Bleeding spirits, she hated Highlanders.
She retrieved her stool and gripped the seat to guide herself onto it. She picked up her tankard with two hands. It seemed like years since the last draught, as if in the moment of keeling face-first into the table she had journeyed to a far time and place. The shakes eased as the bitter, creamy liquid went down. A meal in a mug, that’s what this stuff was. Forget your ales and shandies. You could live on this. Forget careering brigandage you could have prevented with a maiming blow. Forget the insults you shouldn’t have let pass.
Forget the past. That was the point. Somewhere was the memory of drinking with shielders—the looks of disgust, even pity, as they went on their way. Today? The day before? It didn’t matter. Lift the tankard, take a swallow, there went the memory. Somewhere below that,, the memory of driving Benkana off; lift, swallow, drown that memory a little deeper. Worse hurts lay wrecked in the depths. The draughts of stout blended into draughts of ale and beer and wine, a stream running backward through the years and disappearing into a swallowhole, down and down into the darks of the earth.

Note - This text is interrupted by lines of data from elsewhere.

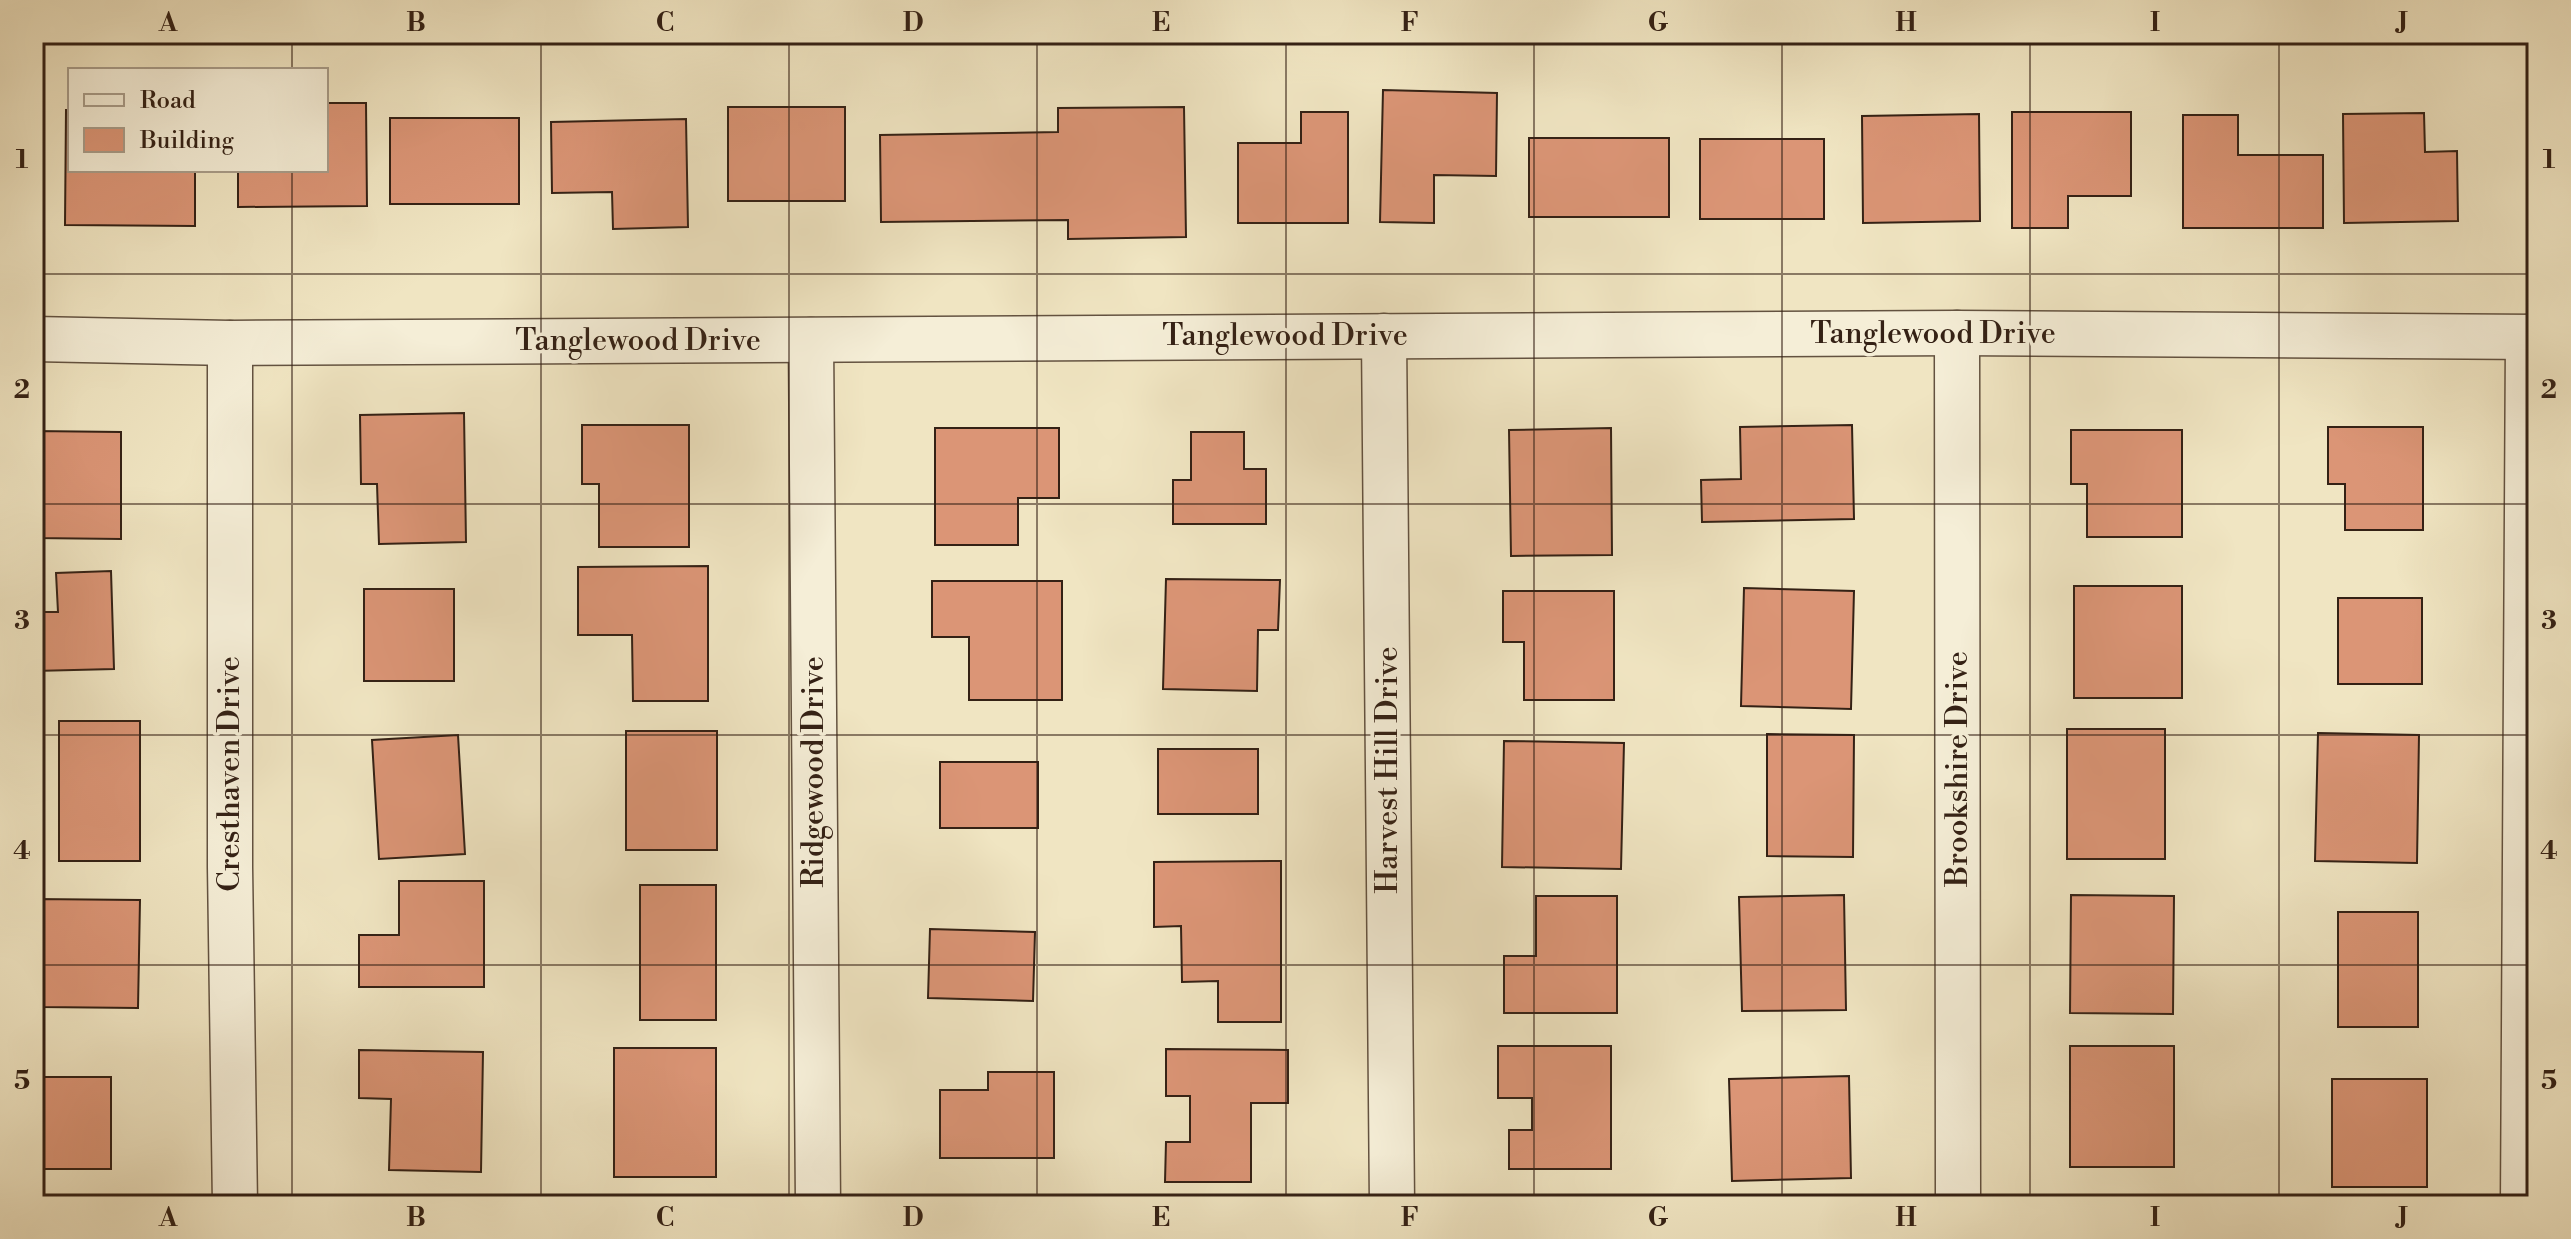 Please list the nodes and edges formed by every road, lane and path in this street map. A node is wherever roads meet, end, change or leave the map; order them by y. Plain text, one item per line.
1 (1957, 333) junction
2 (1384, 336) junction
3 (2533, 337) edge
4 (34, 339) edge
5 (811, 340) junction
6 (230, 343) junction
7 (235, 1205) edge
8 (818, 1205) edge
9 (1392, 1205) edge
10 (1958, 1205) edge
11 (2523, 1205) edge

1 - 2 street, Tanglewood Drive
1 - 3 street, Tanglewood Drive
1 - 10 street, Brookshire Drive
2 - 5 street, Tanglewood Drive
2 - 9 street, Harvest Hill Drive
3 - 11 street
4 - 6 street, Tanglewood Drive
5 - 6 street, Tanglewood Drive
5 - 8 street, Ridgewood Drive
6 - 7 street, Cresthaven Drive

Yet somehow the bottom of even the dullest tankards showed the same clear moment. Only when they were filled would the vision of Torrin Wordsmith’s fall ripple and grow dark.
“I see you’re still keeping your back to the wall.”
The familiar voice made her blink, though she was too well greased to startle. She’d taken no interest in the woman who came through the door. Folk came, folk went; it was a tavern. Now she absorbed the watchful demeanor, the grip of a longblade peeping over the shoulder, the extra belt sheaths. She should have noticed this one. Shielder or brigand, someone that bladed deserved her attention. How many tankards had she downed since kissing the table?